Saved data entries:
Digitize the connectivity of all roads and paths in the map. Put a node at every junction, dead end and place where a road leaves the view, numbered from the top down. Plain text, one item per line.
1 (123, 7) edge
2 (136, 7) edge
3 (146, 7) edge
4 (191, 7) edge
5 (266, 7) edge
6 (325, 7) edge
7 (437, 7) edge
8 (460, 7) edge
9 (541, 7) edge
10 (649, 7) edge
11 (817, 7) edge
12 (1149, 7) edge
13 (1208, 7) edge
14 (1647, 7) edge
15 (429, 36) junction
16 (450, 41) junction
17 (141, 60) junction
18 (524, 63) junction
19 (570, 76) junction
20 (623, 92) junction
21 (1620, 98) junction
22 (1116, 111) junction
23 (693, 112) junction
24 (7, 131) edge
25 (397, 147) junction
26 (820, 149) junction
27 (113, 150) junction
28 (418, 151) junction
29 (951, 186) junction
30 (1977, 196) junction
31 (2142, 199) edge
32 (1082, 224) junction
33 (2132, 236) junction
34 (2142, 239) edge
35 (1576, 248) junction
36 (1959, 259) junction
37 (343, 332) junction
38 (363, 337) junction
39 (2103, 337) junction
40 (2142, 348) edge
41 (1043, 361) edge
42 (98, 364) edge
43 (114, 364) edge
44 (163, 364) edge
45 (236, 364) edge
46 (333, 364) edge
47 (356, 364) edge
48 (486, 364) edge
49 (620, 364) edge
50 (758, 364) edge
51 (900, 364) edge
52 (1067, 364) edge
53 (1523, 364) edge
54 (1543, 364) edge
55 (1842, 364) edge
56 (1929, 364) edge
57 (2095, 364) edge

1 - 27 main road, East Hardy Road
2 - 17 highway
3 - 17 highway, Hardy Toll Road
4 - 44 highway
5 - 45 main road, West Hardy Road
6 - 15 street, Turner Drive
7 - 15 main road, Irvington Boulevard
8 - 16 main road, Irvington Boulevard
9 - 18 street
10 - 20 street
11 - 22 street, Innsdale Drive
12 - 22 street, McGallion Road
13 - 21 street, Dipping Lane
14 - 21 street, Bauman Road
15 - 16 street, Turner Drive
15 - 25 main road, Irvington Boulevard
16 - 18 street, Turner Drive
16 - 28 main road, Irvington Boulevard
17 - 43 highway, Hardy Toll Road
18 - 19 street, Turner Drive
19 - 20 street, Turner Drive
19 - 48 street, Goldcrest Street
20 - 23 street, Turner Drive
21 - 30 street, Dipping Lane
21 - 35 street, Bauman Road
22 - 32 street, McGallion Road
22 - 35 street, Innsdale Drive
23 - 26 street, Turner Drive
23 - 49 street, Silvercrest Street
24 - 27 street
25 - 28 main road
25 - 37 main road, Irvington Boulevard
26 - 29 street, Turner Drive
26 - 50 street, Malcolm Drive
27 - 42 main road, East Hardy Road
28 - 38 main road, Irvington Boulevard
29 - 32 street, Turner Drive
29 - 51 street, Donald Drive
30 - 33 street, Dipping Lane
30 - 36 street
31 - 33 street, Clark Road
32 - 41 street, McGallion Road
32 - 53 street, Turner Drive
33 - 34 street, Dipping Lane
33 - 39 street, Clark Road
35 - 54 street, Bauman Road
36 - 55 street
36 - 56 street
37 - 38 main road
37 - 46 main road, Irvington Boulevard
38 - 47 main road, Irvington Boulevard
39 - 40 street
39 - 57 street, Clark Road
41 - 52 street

> What you need to do:
Every entry above should be duplicated exactly.

> Response to this task:
Digitize the connectivity of all roads and paths in the map. Put a node at every junction, dead end and place where a road leaves the view, numbered from the top down. Plain text, one item per line.
1 (123, 7) edge
2 (136, 7) edge
3 (146, 7) edge
4 (191, 7) edge
5 (266, 7) edge
6 (325, 7) edge
7 (437, 7) edge
8 (460, 7) edge
9 (541, 7) edge
10 (649, 7) edge
11 (817, 7) edge
12 (1149, 7) edge
13 (1208, 7) edge
14 (1647, 7) edge
15 (429, 36) junction
16 (450, 41) junction
17 (141, 60) junction
18 (524, 63) junction
19 (570, 76) junction
20 (623, 92) junction
21 (1620, 98) junction
22 (1116, 111) junction
23 (693, 112) junction
24 (7, 131) edge
25 (397, 147) junction
26 (820, 149) junction
27 (113, 150) junction
28 (418, 151) junction
29 (951, 186) junction
30 (1977, 196) junction
31 (2142, 199) edge
32 (1082, 224) junction
33 (2132, 236) junction
34 (2142, 239) edge
35 (1576, 248) junction
36 (1959, 259) junction
37 (343, 332) junction
38 (363, 337) junction
39 (2103, 337) junction
40 (2142, 348) edge
41 (1043, 361) edge
42 (98, 364) edge
43 (114, 364) edge
44 (163, 364) edge
45 (236, 364) edge
46 (333, 364) edge
47 (356, 364) edge
48 (486, 364) edge
49 (620, 364) edge
50 (758, 364) edge
51 (900, 364) edge
52 (1067, 364) edge
53 (1523, 364) edge
54 (1543, 364) edge
55 (1842, 364) edge
56 (1929, 364) edge
57 (2095, 364) edge

1 - 27 main road, East Hardy Road
2 - 17 highway
3 - 17 highway, Hardy Toll Road
4 - 44 highway
5 - 45 main road, West Hardy Road
6 - 15 street, Turner Drive
7 - 15 main road, Irvington Boulevard
8 - 16 main road, Irvington Boulevard
9 - 18 street
10 - 20 street
11 - 22 street, Innsdale Drive
12 - 22 street, McGallion Road
13 - 21 street, Dipping Lane
14 - 21 street, Bauman Road
15 - 16 street, Turner Drive
15 - 25 main road, Irvington Boulevard
16 - 18 street, Turner Drive
16 - 28 main road, Irvington Boulevard
17 - 43 highway, Hardy Toll Road
18 - 19 street, Turner Drive
19 - 20 street, Turner Drive
19 - 48 street, Goldcrest Street
20 - 23 street, Turner Drive
21 - 30 street, Dipping Lane
21 - 35 street, Bauman Road
22 - 32 street, McGallion Road
22 - 35 street, Innsdale Drive
23 - 26 street, Turner Drive
23 - 49 street, Silvercrest Street
24 - 27 street
25 - 28 main road
25 - 37 main road, Irvington Boulevard
26 - 29 street, Turner Drive
26 - 50 street, Malcolm Drive
27 - 42 main road, East Hardy Road
28 - 38 main road, Irvington Boulevard
29 - 32 street, Turner Drive
29 - 51 street, Donald Drive
30 - 33 street, Dipping Lane
30 - 36 street
31 - 33 street, Clark Road
32 - 41 street, McGallion Road
32 - 53 street, Turner Drive
33 - 34 street, Dipping Lane
33 - 39 street, Clark Road
35 - 54 street, Bauman Road
36 - 55 street
36 - 56 street
37 - 38 main road
37 - 46 main road, Irvington Boulevard
38 - 47 main road, Irvington Boulevard
39 - 40 street
39 - 57 street, Clark Road
41 - 52 street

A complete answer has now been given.